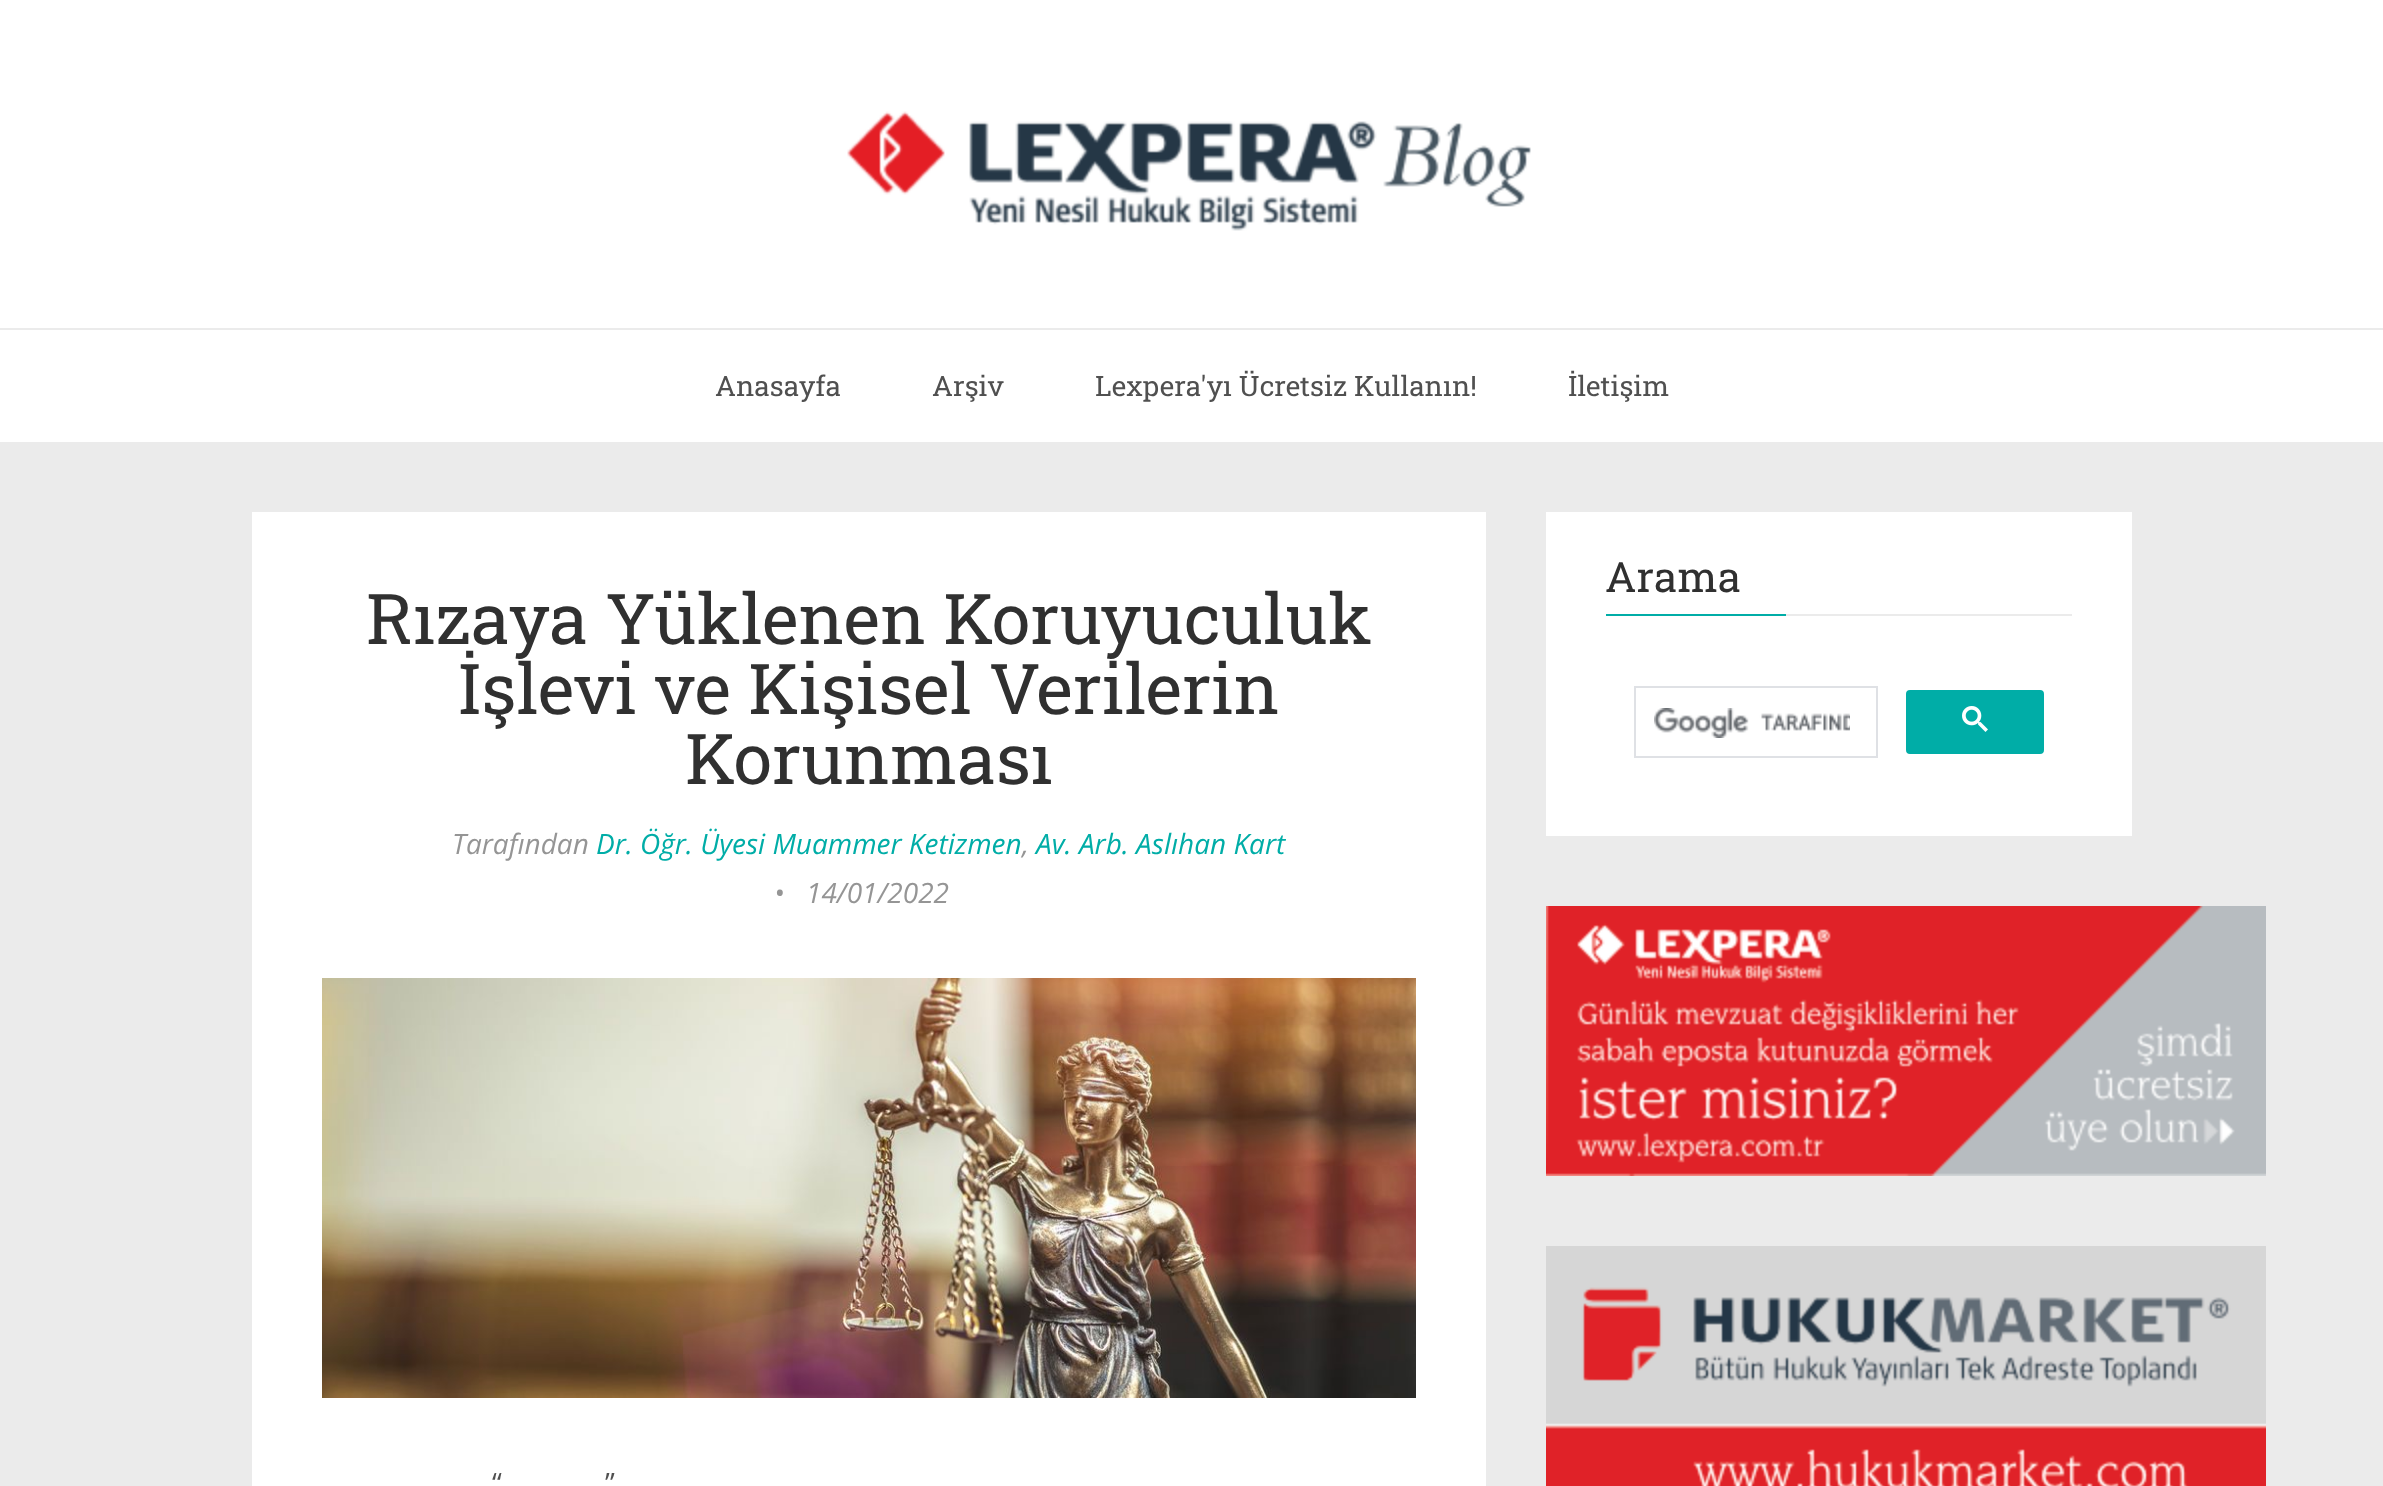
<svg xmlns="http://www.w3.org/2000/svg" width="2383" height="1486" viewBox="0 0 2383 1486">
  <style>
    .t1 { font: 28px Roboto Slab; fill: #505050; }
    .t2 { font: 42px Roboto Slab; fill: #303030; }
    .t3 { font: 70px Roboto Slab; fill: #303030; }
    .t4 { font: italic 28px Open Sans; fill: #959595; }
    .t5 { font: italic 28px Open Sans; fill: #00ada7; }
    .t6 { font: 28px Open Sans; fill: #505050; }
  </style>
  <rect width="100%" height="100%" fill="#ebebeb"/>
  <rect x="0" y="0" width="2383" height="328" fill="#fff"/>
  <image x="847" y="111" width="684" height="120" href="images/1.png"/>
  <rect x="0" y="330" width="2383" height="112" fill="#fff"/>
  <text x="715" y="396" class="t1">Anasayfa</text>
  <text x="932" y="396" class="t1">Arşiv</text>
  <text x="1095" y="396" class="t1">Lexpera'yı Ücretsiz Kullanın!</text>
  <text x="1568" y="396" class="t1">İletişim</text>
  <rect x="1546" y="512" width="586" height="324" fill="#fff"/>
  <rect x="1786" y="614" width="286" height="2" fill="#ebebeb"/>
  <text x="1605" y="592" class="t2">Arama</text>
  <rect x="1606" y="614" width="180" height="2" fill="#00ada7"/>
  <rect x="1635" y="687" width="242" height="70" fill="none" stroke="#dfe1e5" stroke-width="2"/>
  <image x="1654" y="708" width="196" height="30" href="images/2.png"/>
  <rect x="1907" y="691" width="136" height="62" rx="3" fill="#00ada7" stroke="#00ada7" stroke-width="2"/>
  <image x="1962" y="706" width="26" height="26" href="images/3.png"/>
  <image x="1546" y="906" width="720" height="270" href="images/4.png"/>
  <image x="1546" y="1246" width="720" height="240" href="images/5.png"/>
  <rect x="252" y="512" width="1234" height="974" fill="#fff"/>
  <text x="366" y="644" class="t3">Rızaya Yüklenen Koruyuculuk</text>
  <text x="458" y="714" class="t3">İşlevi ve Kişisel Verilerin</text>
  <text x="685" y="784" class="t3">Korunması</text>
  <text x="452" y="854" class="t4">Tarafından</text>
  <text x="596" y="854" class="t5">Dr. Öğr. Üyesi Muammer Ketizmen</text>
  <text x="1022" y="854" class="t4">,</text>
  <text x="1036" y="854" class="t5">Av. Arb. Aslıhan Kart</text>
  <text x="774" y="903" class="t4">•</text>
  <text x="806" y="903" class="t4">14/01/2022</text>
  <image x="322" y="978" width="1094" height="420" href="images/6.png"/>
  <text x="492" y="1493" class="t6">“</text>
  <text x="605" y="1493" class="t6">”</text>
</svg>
##########
• [WORK ORDER] For every line of the records that has the word "italic" in it, make a copy.

• [SOLUTION FOR THIS EXERCISE]
    .t4 { font: italic 28px Open Sans; fill: #959595; }
    .t5 { font: italic 28px Open Sans; fill: #00ada7; }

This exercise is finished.